[What is required]:
Please reproduce the data below exactly, from the first line through the line containing "pinky tip: (354, 249)", and leave every later line out.

[Given data]:
--------------------
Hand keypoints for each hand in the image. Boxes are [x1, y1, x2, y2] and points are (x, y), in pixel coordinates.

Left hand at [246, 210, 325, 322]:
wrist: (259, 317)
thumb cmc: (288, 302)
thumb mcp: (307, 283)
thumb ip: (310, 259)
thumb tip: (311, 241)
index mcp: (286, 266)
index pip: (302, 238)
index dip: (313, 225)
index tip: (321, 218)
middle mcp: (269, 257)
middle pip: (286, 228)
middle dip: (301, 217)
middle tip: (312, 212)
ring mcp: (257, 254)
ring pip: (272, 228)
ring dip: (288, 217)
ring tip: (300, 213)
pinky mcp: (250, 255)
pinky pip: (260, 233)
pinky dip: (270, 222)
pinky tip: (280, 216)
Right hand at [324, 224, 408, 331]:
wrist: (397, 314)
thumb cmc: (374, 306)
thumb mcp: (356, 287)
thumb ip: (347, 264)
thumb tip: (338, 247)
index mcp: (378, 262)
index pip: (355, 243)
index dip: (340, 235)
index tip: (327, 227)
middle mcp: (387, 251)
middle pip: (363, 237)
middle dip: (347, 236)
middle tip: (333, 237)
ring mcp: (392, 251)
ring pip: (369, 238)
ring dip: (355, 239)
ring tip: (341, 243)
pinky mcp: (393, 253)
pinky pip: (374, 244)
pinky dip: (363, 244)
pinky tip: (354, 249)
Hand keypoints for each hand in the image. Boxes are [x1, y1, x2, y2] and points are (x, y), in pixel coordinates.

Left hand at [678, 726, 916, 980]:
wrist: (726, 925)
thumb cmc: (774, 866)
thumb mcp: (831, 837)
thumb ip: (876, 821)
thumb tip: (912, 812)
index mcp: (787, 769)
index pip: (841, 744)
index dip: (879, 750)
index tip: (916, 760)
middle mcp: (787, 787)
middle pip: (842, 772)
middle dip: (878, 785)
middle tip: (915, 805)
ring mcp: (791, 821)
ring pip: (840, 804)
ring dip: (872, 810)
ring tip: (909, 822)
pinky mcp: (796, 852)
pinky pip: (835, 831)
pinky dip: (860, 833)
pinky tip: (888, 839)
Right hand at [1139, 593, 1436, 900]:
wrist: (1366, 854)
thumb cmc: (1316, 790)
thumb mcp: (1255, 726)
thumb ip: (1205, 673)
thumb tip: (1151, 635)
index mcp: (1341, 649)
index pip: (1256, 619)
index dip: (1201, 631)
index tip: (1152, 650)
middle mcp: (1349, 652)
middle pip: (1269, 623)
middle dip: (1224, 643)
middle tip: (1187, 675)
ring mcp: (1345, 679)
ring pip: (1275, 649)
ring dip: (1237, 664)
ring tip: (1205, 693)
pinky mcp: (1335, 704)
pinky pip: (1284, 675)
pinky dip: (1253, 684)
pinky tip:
--------------------
[Solution to the problem]:
Hand keypoints for each hand in the image. Boxes are [x1, y1, x2, y2] and points are (x, y), in pixel coordinates.

Left hand at [246, 210, 325, 322]:
wrist: (259, 317)
thumb cmc: (288, 302)
thumb mcp: (307, 283)
thumb ip: (310, 259)
thumb tip: (311, 241)
index mcp: (286, 266)
index pip: (302, 238)
index dip: (313, 225)
index tip: (321, 218)
middle mcp: (269, 257)
middle pip: (286, 228)
middle dip: (301, 217)
middle tip: (312, 212)
ring mcp: (257, 254)
ring pip: (272, 228)
ring dip: (288, 217)
ring tip: (300, 213)
pinky mcp: (250, 255)
pinky pip: (260, 233)
pinky dip: (270, 222)
pinky tip: (280, 216)
Right hand at [324, 224, 408, 331]:
wrist: (397, 314)
thumb cmc: (374, 306)
thumb mcp: (356, 287)
thumb ip: (347, 264)
thumb tip: (338, 247)
index mcp: (378, 262)
index pip: (355, 243)
index dip: (340, 235)
index tip: (327, 227)
middle mcp: (387, 251)
middle pip: (363, 237)
middle dip: (347, 236)
middle tip: (333, 237)
ring mcp: (392, 251)
ring pip: (369, 238)
ring dip: (355, 239)
ring tip: (341, 243)
pinky mcp: (393, 253)
pinky pip: (374, 244)
pinky dip: (363, 244)
pinky tip: (354, 249)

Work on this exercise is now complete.